3. мРНК Транскрипция Таленс

  1. Дайджест 4 мкг последовательности-шаблона проверена с 2 мкл Sac I в течение 2 ч при 37 ° С.
  2. Выполнить 2 мкл Sac I-расщепленную плазмиду на агарозном геле 1,5% с помощью электрофореза. Плазмиды, которые правильно перевариваются будет отображать одну полосу.
  3. Очищают оставшийся Sac I-расщепленную плазмиду в соответствии с протоколом набора для очистки ПЦР. Промыть дважды с промывочным раствором перед элюцией.
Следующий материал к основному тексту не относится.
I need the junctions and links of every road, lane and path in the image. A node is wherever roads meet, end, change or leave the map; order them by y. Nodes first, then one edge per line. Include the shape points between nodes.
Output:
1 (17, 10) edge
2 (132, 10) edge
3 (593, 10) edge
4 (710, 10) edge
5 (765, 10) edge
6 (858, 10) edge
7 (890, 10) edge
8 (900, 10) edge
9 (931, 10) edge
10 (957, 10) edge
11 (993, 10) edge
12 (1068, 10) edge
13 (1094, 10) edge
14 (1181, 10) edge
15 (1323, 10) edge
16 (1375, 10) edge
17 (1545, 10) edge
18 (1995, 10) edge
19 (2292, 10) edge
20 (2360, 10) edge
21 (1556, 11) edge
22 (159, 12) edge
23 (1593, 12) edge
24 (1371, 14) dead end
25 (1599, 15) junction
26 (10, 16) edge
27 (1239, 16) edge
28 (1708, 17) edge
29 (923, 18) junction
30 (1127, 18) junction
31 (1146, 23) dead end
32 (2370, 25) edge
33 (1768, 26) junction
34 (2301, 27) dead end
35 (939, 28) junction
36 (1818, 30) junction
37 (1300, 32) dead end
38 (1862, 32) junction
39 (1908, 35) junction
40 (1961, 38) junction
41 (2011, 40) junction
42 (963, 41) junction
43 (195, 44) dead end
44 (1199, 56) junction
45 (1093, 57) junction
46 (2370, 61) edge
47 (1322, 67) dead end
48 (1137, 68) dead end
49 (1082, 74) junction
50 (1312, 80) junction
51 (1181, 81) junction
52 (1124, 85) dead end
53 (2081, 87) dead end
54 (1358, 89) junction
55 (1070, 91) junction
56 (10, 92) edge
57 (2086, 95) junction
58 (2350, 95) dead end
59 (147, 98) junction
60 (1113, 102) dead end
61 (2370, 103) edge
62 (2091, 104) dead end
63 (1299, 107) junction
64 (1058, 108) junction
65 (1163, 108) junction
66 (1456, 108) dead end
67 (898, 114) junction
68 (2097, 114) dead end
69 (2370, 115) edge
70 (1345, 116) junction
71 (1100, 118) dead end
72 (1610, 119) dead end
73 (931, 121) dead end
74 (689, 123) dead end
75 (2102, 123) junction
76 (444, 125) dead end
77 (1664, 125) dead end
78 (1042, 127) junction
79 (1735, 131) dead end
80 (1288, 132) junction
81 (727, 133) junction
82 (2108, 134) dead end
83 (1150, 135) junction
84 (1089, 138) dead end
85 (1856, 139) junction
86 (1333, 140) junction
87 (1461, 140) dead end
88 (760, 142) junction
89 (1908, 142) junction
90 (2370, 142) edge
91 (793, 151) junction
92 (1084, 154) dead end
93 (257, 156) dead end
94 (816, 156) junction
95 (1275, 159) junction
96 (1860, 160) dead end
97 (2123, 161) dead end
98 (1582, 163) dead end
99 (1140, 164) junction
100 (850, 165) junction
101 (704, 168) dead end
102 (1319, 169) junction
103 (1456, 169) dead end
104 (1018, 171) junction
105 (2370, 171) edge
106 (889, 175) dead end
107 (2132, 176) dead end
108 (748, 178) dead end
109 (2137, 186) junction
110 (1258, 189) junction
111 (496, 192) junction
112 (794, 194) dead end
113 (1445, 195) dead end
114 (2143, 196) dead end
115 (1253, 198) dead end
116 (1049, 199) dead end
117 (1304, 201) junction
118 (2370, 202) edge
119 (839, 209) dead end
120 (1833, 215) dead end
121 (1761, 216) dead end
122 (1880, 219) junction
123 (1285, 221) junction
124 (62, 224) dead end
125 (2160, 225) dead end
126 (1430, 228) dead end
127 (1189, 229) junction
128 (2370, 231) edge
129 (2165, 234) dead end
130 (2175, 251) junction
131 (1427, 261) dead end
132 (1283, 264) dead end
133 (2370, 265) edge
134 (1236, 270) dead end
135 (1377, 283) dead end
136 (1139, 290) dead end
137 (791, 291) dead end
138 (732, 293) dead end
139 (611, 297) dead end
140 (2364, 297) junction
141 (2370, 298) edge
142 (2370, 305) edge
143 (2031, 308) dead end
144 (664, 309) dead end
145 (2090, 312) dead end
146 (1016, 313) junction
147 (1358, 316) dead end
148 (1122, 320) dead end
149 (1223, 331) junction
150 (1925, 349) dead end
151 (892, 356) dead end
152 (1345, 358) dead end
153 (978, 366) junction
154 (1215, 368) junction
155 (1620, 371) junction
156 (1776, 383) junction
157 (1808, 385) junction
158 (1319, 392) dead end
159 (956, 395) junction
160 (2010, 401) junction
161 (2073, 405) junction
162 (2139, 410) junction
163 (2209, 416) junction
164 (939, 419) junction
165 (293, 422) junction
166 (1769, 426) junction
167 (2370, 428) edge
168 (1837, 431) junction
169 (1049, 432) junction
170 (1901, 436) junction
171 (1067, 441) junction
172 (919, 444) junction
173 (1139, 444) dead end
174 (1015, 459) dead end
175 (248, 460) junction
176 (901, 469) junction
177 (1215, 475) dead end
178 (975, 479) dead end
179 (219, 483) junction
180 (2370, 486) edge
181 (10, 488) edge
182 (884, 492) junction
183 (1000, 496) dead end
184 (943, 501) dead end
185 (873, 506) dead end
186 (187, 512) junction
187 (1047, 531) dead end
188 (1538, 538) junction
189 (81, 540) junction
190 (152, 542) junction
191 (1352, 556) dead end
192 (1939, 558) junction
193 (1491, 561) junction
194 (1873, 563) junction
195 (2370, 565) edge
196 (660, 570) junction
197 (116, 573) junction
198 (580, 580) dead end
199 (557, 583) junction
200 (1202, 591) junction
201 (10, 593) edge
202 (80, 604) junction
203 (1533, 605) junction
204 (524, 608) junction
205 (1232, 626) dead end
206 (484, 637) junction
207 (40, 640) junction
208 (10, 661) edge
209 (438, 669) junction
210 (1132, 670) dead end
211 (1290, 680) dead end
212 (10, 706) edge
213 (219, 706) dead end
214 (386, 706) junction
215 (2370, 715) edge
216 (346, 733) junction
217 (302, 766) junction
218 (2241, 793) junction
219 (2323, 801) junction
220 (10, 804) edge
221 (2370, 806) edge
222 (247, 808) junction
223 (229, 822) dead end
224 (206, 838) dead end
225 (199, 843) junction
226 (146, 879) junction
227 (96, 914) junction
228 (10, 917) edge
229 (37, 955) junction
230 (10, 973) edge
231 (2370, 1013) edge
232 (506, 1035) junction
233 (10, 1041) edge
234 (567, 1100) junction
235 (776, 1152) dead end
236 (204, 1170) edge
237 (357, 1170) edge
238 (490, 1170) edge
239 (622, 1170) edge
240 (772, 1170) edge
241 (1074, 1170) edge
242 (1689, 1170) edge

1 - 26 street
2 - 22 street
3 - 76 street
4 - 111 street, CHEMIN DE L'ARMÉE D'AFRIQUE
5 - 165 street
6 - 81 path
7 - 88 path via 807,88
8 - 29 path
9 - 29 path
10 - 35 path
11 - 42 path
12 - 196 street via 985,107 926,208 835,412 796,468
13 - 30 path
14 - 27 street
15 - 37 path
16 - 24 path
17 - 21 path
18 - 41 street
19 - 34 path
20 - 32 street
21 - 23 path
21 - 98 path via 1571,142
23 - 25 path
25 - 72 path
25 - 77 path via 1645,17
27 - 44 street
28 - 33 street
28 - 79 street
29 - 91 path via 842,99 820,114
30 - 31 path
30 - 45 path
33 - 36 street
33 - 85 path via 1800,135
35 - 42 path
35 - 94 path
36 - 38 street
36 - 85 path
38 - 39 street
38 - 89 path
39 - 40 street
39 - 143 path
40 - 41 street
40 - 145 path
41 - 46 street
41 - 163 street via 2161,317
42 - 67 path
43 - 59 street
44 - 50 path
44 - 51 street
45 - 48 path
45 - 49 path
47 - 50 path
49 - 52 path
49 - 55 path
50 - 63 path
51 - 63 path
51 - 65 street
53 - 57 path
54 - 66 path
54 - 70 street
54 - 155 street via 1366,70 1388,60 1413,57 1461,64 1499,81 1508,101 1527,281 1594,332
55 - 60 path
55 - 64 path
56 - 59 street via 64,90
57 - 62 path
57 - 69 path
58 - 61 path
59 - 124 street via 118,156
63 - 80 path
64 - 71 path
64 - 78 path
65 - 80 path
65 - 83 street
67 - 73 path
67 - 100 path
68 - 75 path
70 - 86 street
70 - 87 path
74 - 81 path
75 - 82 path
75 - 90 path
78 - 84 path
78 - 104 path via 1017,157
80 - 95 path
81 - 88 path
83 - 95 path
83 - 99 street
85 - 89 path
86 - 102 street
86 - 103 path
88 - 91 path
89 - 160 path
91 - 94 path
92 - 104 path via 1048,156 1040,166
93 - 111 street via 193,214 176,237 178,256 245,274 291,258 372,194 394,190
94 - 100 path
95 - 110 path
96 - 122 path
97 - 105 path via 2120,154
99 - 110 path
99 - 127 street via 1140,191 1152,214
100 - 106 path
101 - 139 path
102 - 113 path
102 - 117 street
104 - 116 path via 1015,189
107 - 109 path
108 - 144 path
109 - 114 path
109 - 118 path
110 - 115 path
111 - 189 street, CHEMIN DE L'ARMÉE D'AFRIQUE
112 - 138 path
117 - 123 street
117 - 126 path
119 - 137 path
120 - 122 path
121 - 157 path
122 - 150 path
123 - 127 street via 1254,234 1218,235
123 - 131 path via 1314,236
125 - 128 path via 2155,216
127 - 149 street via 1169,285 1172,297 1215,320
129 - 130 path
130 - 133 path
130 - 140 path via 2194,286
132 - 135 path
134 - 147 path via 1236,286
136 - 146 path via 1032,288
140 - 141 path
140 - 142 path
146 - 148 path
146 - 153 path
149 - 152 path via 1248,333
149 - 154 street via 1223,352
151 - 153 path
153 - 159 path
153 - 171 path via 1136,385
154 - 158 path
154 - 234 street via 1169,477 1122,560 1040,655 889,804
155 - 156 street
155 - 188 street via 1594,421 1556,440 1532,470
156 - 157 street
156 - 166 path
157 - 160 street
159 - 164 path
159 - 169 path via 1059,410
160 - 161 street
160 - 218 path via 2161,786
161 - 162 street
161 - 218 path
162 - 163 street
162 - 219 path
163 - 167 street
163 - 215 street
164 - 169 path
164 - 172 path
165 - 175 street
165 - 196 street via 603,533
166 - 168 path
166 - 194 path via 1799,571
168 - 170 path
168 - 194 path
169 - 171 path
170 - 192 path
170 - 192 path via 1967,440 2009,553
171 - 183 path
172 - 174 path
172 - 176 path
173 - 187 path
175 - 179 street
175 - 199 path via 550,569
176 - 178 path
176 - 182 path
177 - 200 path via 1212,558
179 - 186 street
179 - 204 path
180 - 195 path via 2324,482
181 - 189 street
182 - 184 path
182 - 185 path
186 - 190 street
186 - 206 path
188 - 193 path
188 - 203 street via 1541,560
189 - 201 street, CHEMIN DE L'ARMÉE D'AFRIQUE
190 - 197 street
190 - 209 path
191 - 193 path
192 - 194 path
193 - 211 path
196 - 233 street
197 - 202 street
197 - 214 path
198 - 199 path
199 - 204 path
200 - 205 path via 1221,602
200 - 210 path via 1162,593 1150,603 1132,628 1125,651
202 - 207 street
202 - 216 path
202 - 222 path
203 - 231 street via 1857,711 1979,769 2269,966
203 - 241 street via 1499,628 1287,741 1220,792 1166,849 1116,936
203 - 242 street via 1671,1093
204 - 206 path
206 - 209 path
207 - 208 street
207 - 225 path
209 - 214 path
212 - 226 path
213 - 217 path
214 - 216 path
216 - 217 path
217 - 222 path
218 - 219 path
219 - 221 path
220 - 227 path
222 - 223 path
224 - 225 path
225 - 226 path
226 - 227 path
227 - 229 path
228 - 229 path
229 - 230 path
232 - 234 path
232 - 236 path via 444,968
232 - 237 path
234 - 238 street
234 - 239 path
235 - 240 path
Элюции в 30 мкл нуклеазы без воды.
  4. Следуйте стандартным протоколом для производства T3 мРНК.
    1. Установить половину реакций с использованием 0,5 мкг линеаризованной матрицы (полученного выше). Инкубируют при 37 ° С в течение 2 часов.
    2. Добавить 0,5 мкл ДНКазы (входит в комплект) и инкубируют при температуре 37 ° С в течение 15 мин.
  5. Очищают мРНК, следуя инструкциям производителя. Элюции в 30 мкл нуклеазы без воды.
  6. Запуск 1,5% агарозном геле с помощью электрофореза, чтобы проверить мРНК.
    1. Для очистки устройства гель с продуктом для устранения загрязнения РНКазы и подготовить 1,2% геля.
    2. Смешайте 1 мкл мРНК + 4 &# 181; л нуклеазы без воды + 5 мкл glyoxyl загрузки красителя. Инкубируйте образцы при 50 ° С в течение 30 мин. Центрифуга трубки на короткое время и место на льду перед запуском гель.
  7. Проверьте концентрацию с помощью метода количественного определения концентрации нуклеиновых кислот и хранить РНК в виде аликвот при -80 & deg; С. Выберите размер аликвоты таким образом, что РНК не замерзла / размороженной более одного раза.
    Примечание: Концентрации 500-1000 нг / обычно получают NL. РНК с более низкой концентрацией может быть использован до тех пор, как целостность РНК поддерживается (по оценке группы, а не мазок на гель).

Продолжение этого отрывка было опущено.